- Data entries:
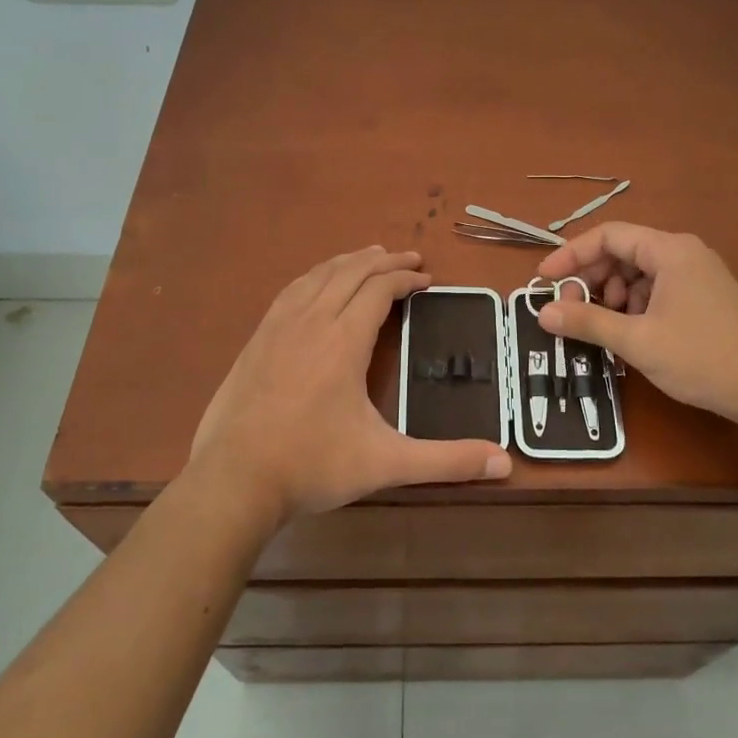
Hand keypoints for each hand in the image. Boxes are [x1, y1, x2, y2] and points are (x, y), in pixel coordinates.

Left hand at [187, 247, 510, 530]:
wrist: (233, 480)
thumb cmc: (313, 466)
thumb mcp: (386, 463)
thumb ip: (446, 461)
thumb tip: (504, 463)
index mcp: (343, 340)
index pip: (379, 290)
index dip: (406, 279)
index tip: (427, 280)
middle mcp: (311, 322)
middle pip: (350, 273)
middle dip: (383, 261)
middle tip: (409, 259)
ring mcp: (278, 328)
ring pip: (318, 276)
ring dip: (348, 262)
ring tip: (368, 257)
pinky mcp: (256, 340)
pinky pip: (291, 291)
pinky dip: (314, 276)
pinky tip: (316, 284)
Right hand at [536, 224, 737, 425]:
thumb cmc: (702, 357)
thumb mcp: (637, 340)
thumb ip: (587, 321)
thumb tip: (542, 312)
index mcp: (669, 251)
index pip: (608, 236)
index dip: (571, 254)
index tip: (544, 280)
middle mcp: (685, 253)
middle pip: (624, 253)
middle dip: (592, 278)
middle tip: (572, 309)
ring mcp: (699, 276)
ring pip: (640, 273)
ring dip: (614, 295)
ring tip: (607, 325)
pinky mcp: (706, 298)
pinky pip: (659, 289)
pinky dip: (637, 306)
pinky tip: (634, 332)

- TASK REQUIREMENTS: Exactly as written, restate the lines above from the opening line through the one holding "ring dip: (348, 262)", omitting the pictures.

- RESPONSE BOX:
Hand keypoints for each hand in the image. Boxes are [x1, y1, x2, y2] and points are (x, y), in pixel coordinates.

Left hand at [187, 247, 510, 530]:
wrist: (233, 480)
thumb cmc: (313, 466)
thumb mcp: (386, 463)
thumb ip: (446, 461)
thumb tip: (504, 463)
index mcp: (343, 340)
index pip: (379, 290)
index dip: (406, 279)
index tip: (427, 280)
middle mcp: (311, 322)
middle pip: (350, 273)
middle dip: (383, 261)
middle tip: (409, 259)
ring mcp: (278, 328)
ring pip: (318, 276)
ring dip: (348, 262)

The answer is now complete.